Make Sense of the Code Structure

Variables

  1. We have a state vector of size 6, [x, y, psi, v, cte, epsi]
  2. We have a acuator vector of size 2, [delta, acceleration]
  3. If we have N time steps and each time step is dt second long, the entire time span during which we predict the vehicle trajectory is N * dt second long.
  4. vector<double> vars is a vector that stores state and actuator variables. Its size is state.size() * N + (N - 1) * actuator.size(). You can think of the values store in the vector as the initial values. This vector is treated as a set of independent variables by IPOPT.
  5. vector<double> vars_lowerbound, vector<double> vars_upperbound, vector<double> constraints_lowerbound and vector<double> constraints_upperbound. The first 2 vectors are constraints on individual variables. The rest 2 are constraints on equation values that involve variables in vars. Often in optimization problems you have one objective function you try to minimize and a set of constraint equations or inequalities that involve variables in the objective function you cannot violate. constraints_lowerbound and constraints_upperbound store the range of values that those equations and inequalities can be.
  6. vector<double> fg is a vector that contains the objective function and the contraints by putting the results of arithmetic combinations of vars elements. All elements from vars are treated as variables and others are treated as numbers.

Procedures

  1. Polynomial fitting. The simulator provides you with the waypoints that you use to fit polynomial curve to. This is your reference trajectory
  2. Mind the error terms. Refer to lectures to see how CTE and epsi are computed. It is implicitly assumed that dt is sufficiently small such that vehicle is moving in straight line during dt.

Pitfalls

  1. Incorporate latency. To incorporate latency you need to compute the state of the vehicle after the latency. Use that as the initial state fed to MPC::Solve. Note we repeat the MPC computation at each time step. So you only need to consider latency for the current time step.
  2. Transform coordinates between car coordinate system and map coordinate system. In this project transforming between coordinate systems is no different than the kidnapped vehicle. This time we need to transform data from the map system to the vehicle system. psi is the vehicle heading relative to the map coordinate system. x, y is the vehicle coordinates in the map system. You can pass the data either in map system coordinates or in vehicle system coordinates, but to visualize you need the coordinates in the vehicle system. Transform the coordinates before feeding them to MPC::Solve
  3. Tweaking time steps N and duration dt. Too large N will make computation expensive. Too small dt will essentially increase N given the horizon N*dt is fixed. If dt is set to a larger value during dt the surroundings of the vehicle may have changed such that the trajectory is no longer feasible.
  4. psi(t+1) - psi(t) < 0 is considered turning right. But the simulator considers that a positive value indicates turning right. For psi(t+1) - psi(t) = A*delta(t), we feed delta(t) to the simulator. So we need to flip the sign of delta(t) to preserve the correct steering angle.
  5. When incorporating latency we need to update new psi using steering angle fed by the simulator. That also requires sign flipping. Namely steer_angle = -steer_angle otherwise it will lead swinging waypoints fitted polynomial.

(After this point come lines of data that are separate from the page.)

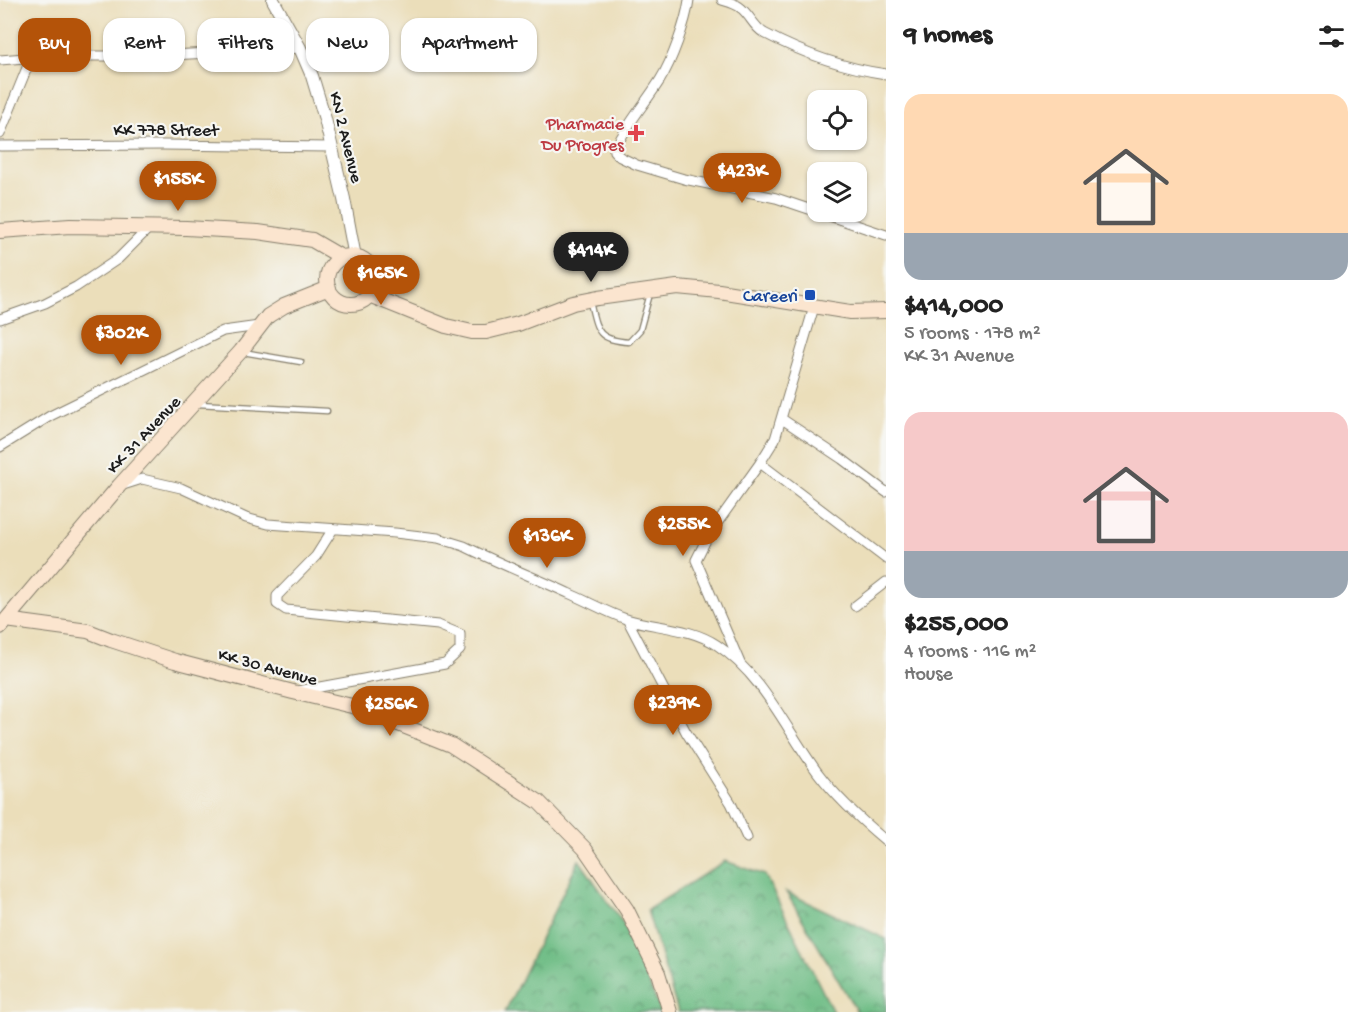 <!DOCTYPE html>
<meta charset="utf-8">
<style>
body{margin:0;font-family:"Gochi Hand",sans-serif;background:#f6f6f6;color:#222;height:100vh;display:flex;flex-direction:column;font-size:22px;white-space:nowrap}
*{box-sizing:border-box;margin:0}
p{font-size:20px;color:#767676}
.icon{flex:none;width:33px;height:33px;fill:none;stroke:currentColor;stroke-width:2;stroke-linecap:round;stroke-linejoin:round}
.map{position:relative;flex:1;overflow:hidden}
.panel{display:flex;flex-direction:column;background:#fff;width:480px}
.panel>*{flex:none}
.top-card{position:absolute;left:18px;top:18px;width:570px;height:54px;display:flex;gap:12px}
.controls{position:absolute;left:807px;top:90px;display:grid;gap:12px}
.controls a{display:grid;place-items:center;width:60px;height:60px;border-radius:12px;background:#fff;box-shadow:0 2px 4px #0004;font-size:30px}
.price{position:absolute;translate:-50% -51px;padding:0 14px;border-radius:21px;background:#b45309;color:#fff;font-size:20px;line-height:39px;filter:drop-shadow(0 2px 3px #0008)}
.price::after{content:'';position:absolute;left:50%;top:36px;width:18px;height:14px;margin-left:-9px;background:inherit;clip-path:polygon(0 0,100% 0,50% 100%)}
.price.current{background:#222;color:#fff}
ul{padding:0;list-style:none}
li{display:grid;align-content:center;gap:12px;height:318px;padding:0 18px}
li span{display:grid;place-items:center;height:186px;border-radius:18px;color:#555}
li>.icon{margin-inline-start:auto}
span .icon{width:108px;height:108px;fill:#fffc;stroke-width:1}
li b{font-size:26px}
h2{display:flex;justify-content:space-between;align-items:center;height:72px;padding:0 18px;font-size:26px}
.pill{padding:0 21px;border-radius:18px;background:#fff;box-shadow:0 2px 4px #0004;font-size:21px;line-height:54px}
.pill.current{background:#b45309;color:#fff}
main{display:flex;flex:1;min-height:0}
.map>svg:first-child{display:block}
.forest{fill:url(#forest-crowns);stroke:#466c51;stroke-width:1.5}
.lines{fill:none;stroke-linecap:round;stroke-linejoin:round}
.service-casing{stroke:#847d6b;stroke-width:7}
.minor-casing{stroke:#847d6b;stroke-width:11}
.tertiary-casing{stroke:#847d6b;stroke-width:14}
.secondary-casing{stroke:#847d6b;stroke-width:16}
.service{stroke:#fff;stroke-width:4.5}
.minor{stroke:#fff;stroke-width:9}
.tertiary{stroke:#fff;stroke-width:12}
.secondary{stroke:#fbe5cf;stroke-width:14}
.health-dot{fill:#e0444e;stroke:#f6f6f2;stroke-width:2}
.transit-dot{fill:#1a4fb4;stroke:#f6f6f2;stroke-width:2}
.labels{text-anchor:middle;stroke-width:4.5;stroke-linejoin:round;paint-order:stroke}
.health-label{font-size:18px;fill:#be3a42;stroke:#f6f6f2;text-anchor:end}
.street-label{font-size:18px;fill:#1c1c1c;stroke:#f6f6f2}
.transit-label{font-size:18px;fill:#164399;stroke:#f6f6f2;text-anchor:end}
</style>
<main>
<div class="map">
<svg width="886" height="1012" viewBox="0 0 886 1012">
<defs>
<pattern id="forest-crowns" width="20" height="18" patternUnits="userSpaceOnUse" patternTransform="scale(1.5)"><rect width="20" height="18" fill="#6fbd86"/><path d="M2 6a3 3 0 1 1 6 0M12 15a3 3 0 1 1 6 0" fill="none" stroke="#5a996d"/></pattern>
</defs>
<rect width="100%" height="100%" fill="#f6f6f2"/>
<filter id="ink" filterUnits="userSpaceOnUse"><feTurbulence type="fractalNoise" baseFrequency=".0167" numOctaves="2"/><feDisplacementMap in="SourceGraphic" scale="12" xChannelSelector="R" yChannelSelector="G"/><feConvolveMatrix kernelMatrix="1 2 1 2 8 2 1 2 1" color-interpolation-filters="sRGB"/></filter>
<filter id="wash" filterUnits="userSpaceOnUse"><feTurbulence type="fractalNoise" baseFrequency=".008" numOctaves="4" result="noise"/><feDisplacementMap in="SourceGraphic" scale="24" xChannelSelector="R" yChannelSelector="G"/><feGaussianBlur stdDeviation="1.35" result="paint"/><feColorMatrix in="noise" values="0 0 0 0 0 0 0 0 0 0 0 0 0 0 0 0 0 1.4 0 .05"/><feComposite in="paint" operator="in"/></filter>
<g filter="url(#wash)">
<rect width="100%" height="100%" fill="#ebdeba"/>
<path class="forest" d="M579,860L623,923L661,1012H505Z
M725,861L765,875L833,1012H678L647,910Z
M786,892L886,939V1012H857Z"/>
</g>
<g filter="url(#ink)">
<g class="lines">
<defs>
<path id="service" d="M590,302C597,331 597,340 629,342L640,330L650,294
M243,352L301,362
M198,404L327,411"/>
<path id="minor" d="M689,0C686,22 672,61 660,80C645,104 626,125 614,151L620,157L637,165L684,179L776,198L886,235
M722,0C729,2 737,4 742,9C751,17 754,27 764,33C802,53 844,68 886,74
M0,60L50,56H154L300,48
M0,134L31,58
M0,146L164,145L331,147
M814,307L775,439L760,463L886,559
M0,319L45,303L76,287L118,259L149,228
M782,419L842,459L886,492
M0,447L50,416L186,349L223,331L259,326
M120,486L142,479L181,488L246,518L268,524L395,533L438,538L464,546C498,563 533,577 568,593C587,601 606,612 626,619C656,628 690,627 717,645C764,676 786,730 818,773C837,798 862,821 886,841
M855,606L886,582
M627,619L686,732L731,803L747,838
M740,663L696,560L708,536L760,463
M298,691L445,664L460,650V634L438,625L286,610L277,604V596L316,556L333,529"/>
<path id="tertiary" d="M273,0L300,48L312,76L325,119L344,199L355,257"/>
<path id="secondary" d="M0,231L70,226L186,228L258,232L312,240L343,258
M327 280a24 24 0 1 1 48 0a24 24 0 1 1-48 0Z
M369,295L446,326L472,332H486L518,324L573,303L598,298L677,287L719,291L850,312L886,311
M6,620L88,631L111,640L175,661L293,692L356,707L451,745L539,802L585,849L627,910L658,973L670,1012
M0,627L119,486L241,351L268,316L284,306L329,288"/>
</defs>
<use href="#service" class="service-casing"/>
<use href="#minor" class="minor-casing"/>
<use href="#tertiary" class="tertiary-casing"/>
<use href="#secondary" class="secondary-casing"/>
<use href="#service" class="service"/>
<use href="#minor" class="minor"/>
<use href="#tertiary" class="tertiary"/>
<use href="#secondary" class="secondary"/>
</g>
</g>
<path class="health-dot" d="M633 124h6v6h6v6h-6v6h-6v-6h-6v-6h6z"/>
<rect class="transit-dot" x="804" y="289" width="12" height="12" rx="3"/>
<g class="labels">
<g class="health-label">
<text x="624" y="129">Pharmacie<tspan x="624" dy="21">Du Progres</tspan></text>
</g>
<g class="street-label">
<text x="166" y="135">KK 778 Street</text>
<text transform="translate(347 137) rotate(76)" y="6">KN 2 Avenue</text>
<text transform="translate(143 434) rotate(-47)" y="6">KK 31 Avenue</text>
<text transform="translate(268 666) rotate(15)" y="6">KK 30 Avenue</text>
</g>
<g class="transit-label">
<text x="798" y="301">Careeri</text>
</g>
</g>
</svg>
<div class="controls">
<a><svg class="icon" aria-label="locate" viewBox="0 0 24 24"><circle cx="12" cy="12" r="6"/><path d="M12 2v4M12 18v4M2 12h4M18 12h4"/></svg></a>
<a><svg class="icon" aria-label="layers" viewBox="0 0 24 24"><path d="M12 4l9 5-9 5-9-5zM3 14l9 5 9-5"/></svg></a>
</div>
<b class="price" style="left:742px;top:204px">$423K</b>
<b class="price" style="left:178px;top:212px">$155K</b>
<b class="price current" style="left:591px;top:283px">$414K</b>
<b class="price" style="left:381px;top:306px">$165K</b>
<b class="price" style="left:121px;top:366px">$302K</b>
<b class="price" style="left:683px;top:557px">$255K</b>
<b class="price" style="left:547px;top:569px">$136K</b>
<b class="price" style="left:673px;top:736px">$239K</b>
<b class="price" style="left:390px;top:737px">$256K</b>
<div class="top-card">
<a class="pill current">Buy</a>
<a class="pill">Rent</a>
<a class="pill">Filters</a>
<a class="pill">New</a>
<a class="pill">Apartment</a>
</div>
</div>
<section class="panel">
<h2>9 homes<svg class="icon" aria-label="filters" viewBox="0 0 24 24"><path d="M4 7h16M4 17h16"/><circle cx="9" cy="7" r="2"/><circle cx="15" cy="17" r="2"/></svg></h2>
<ul>
<li><span style="background:linear-gradient(#ffd9b3 75%,#9aa5b1 0)"><svg class="icon" aria-label="home" viewBox="0 0 24 24"><path d="M3 11l9-7 9 7M6 9v11h12V9"/></svg></span><div><b>$414,000</b><p>5 rooms · 178 m²</p><p>KK 31 Avenue</p></div></li>
<li><span style="background:linear-gradient(#f6c9c9 75%,#9aa5b1 0)"><svg class="icon" aria-label="home" viewBox="0 0 24 24"><path d="M3 11l9-7 9 7M6 9v11h12V9"/></svg></span><div><b>$255,000</b><p>4 rooms · 116 m²</p><p>House</p></div></li>
</ul>
</section>
</main>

Choice of incorporating latency

There are two ways of incorporating latency. In my implementation I chose the first one.

  1. In this case we think of the vehicle state after latency as the origin of the vehicle system. First calculate coordinates of the vehicle in the map system and its psi after latency together with speed. Based on that updated state transform the waypoints to the vehicle system. Then feed state to solver where (x, y, psi) = (0, 0, 0).
  2. In this case we think of the vehicle state before latency as the origin of the vehicle system. First we transform waypoints to the vehicle system. Then we compute the vehicle state after latency. When we feed state to the solver we have nonzero x, y and psi.